Falciani: Libanon-Reise als Falle für die Schweiz geplant

Der mutmassliche Bankdatendieb Hervé Falciani wird am kommenden Montag nicht zum Prozess am Bundesstrafgericht in Bellinzona erscheinen. Er glaubt nicht, dass ihm in der Schweiz ein fairer Prozess gemacht wird.

Hervé Falciania

Bildlegende: Hervé Falciani in Divonne, Frankreich, an der Medienkonferenz. Er sieht sich als Kämpfer für Gerechtigkeit. Keystone

Die Westschweizer Medienorganisation Impressum hat im französischen Ort Divonne, an der Grenze zur Schweiz, eine Medienkonferenz durchgeführt, bei der auch der mutmassliche Datendieb Hervé Falciani anwesend war. Falciani kann sich als französischer Bürger in Frankreich frei bewegen. In der Schweiz würde er sofort verhaftet.

Er wollte die Schweiz provozieren

Dem ehemaligen IT-Mitarbeiter wird in der Anklageschrift des Bundesstrafgerichts wirtschaftlicher Nachrichtendienst, unbefugte Datenbeschaffung, Verletzung des Fabrikations- und Geschäftsgeheimnisses und die Verletzung des Bankgeheimnisses vorgeworfen. Einige Länder würden seinen Fall jedoch anders bewerten, darunter Spanien, sagte Falciani nun in Divonne. Er räumte jedoch ein, gewisse Regeln nicht respektiert zu haben.
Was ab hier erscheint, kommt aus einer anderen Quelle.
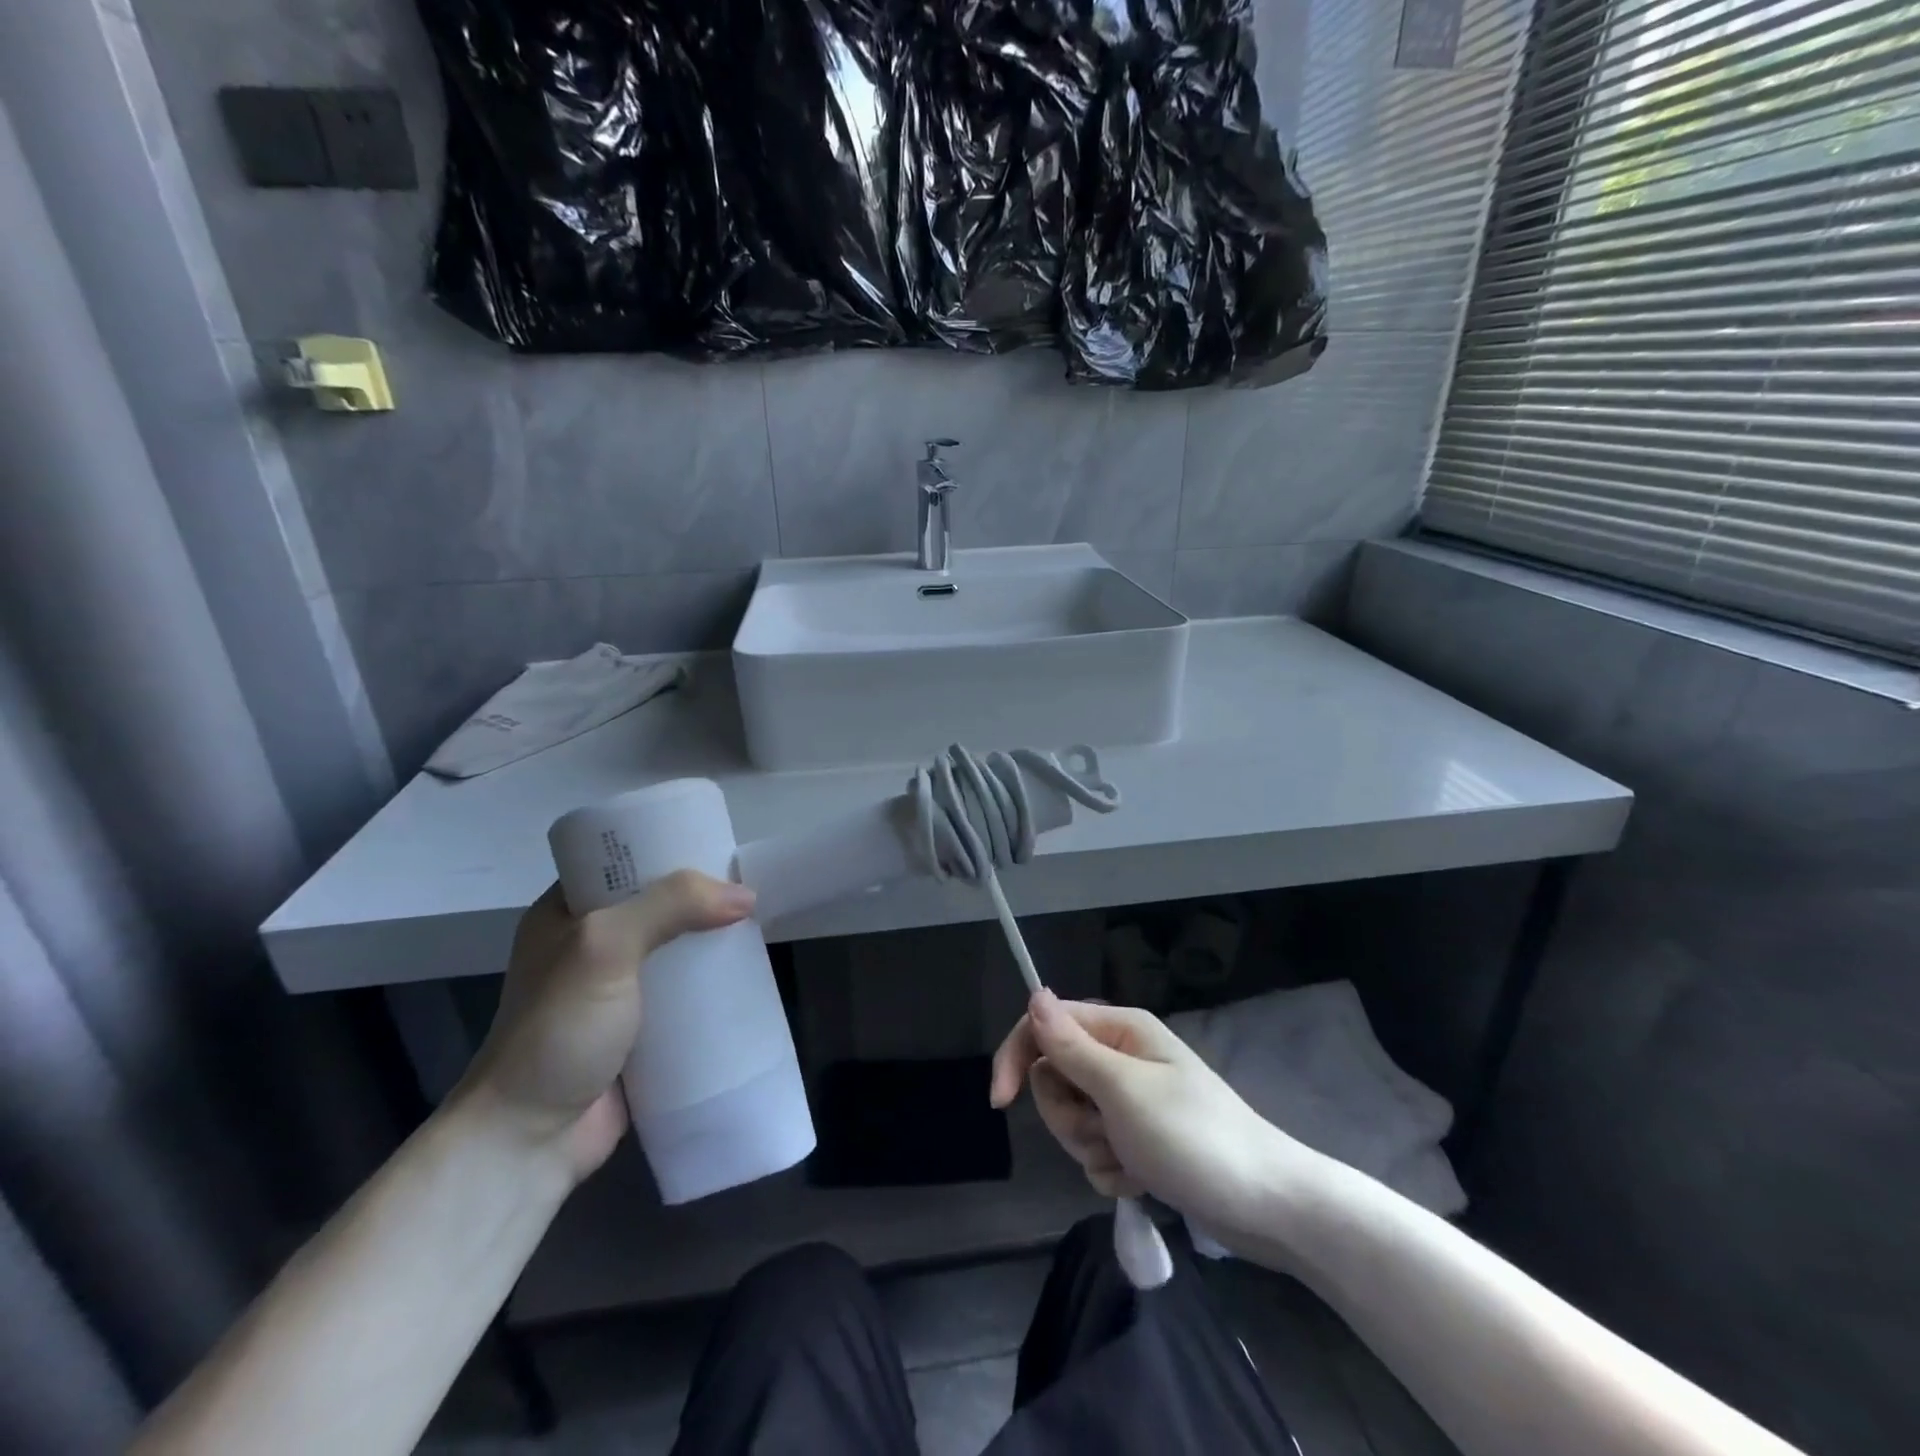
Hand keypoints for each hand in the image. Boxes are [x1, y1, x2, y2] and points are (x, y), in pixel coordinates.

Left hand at [461, 872, 755, 1180]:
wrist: (528, 1141)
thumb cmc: (557, 1030)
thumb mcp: (605, 947)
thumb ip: (670, 906)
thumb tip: (744, 895)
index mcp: (566, 912)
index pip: (621, 861)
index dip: (667, 847)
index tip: (715, 842)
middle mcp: (591, 944)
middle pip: (657, 904)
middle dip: (701, 896)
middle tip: (748, 886)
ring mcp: (615, 989)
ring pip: (675, 948)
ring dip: (710, 941)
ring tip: (757, 926)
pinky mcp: (639, 1029)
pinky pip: (684, 993)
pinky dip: (711, 984)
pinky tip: (745, 975)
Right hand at [990, 991, 1304, 1244]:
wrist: (1267, 1207)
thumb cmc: (1194, 1137)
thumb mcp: (1123, 1090)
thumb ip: (1072, 1046)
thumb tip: (1033, 993)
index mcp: (1120, 1030)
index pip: (1046, 1025)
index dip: (1019, 1057)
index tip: (1002, 1102)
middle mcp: (1122, 1057)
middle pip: (1056, 1076)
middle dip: (1068, 1115)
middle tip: (1104, 1133)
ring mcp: (1130, 1100)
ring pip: (1072, 1117)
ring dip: (1091, 1146)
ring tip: (1130, 1161)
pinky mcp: (1138, 1139)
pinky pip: (1096, 1149)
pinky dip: (1111, 1169)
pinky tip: (1141, 1180)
Bezüglich des Vorwurfs der Bundesanwaltschaft, er habe versucht, die gestohlenen HSBC-Daten in Libanon zu verkaufen, habe Falciani eine neue Erklärungstheorie vorgestellt, sagt Ruedi Mäder, der für SRF den Medienanlass beobachtet hat. «Er sagt, er habe mit dieser Reise gewissermassen der Schweiz eine Falle gestellt. Er habe provozieren wollen, dass die Schweiz ein Rechtshilfegesuch in Frankreich stellt.» Das ist dann auch geschehen. «Die gestohlenen Bankdaten wurden so juristisch gewaschen, dass sie vor Gericht verwendet werden können», sagt Mäder.

Dass Falciani dies allerdings von Anfang an strategisch so geplant hat, wie er an der Medienkonferenz weismachen wollte, erachte er nicht als glaubhaft, sagt Mäder.

Fairer Prozess nicht gewährleistet?

Falciani war beim Prozessauftakt am vergangenen 12. Oktober nicht in Bellinzona anwesend. Der Prozess wurde daraufhin auf den 2. November vertagt. Er sei sich bewusst, dass er mit einer milderen Strafe rechnen könne, wenn er vor Bundesstrafgericht in Bellinzona erscheine, sagte der französisch-italienische Doppelbürger. Diesen einfachen Weg wolle er aber nicht gehen.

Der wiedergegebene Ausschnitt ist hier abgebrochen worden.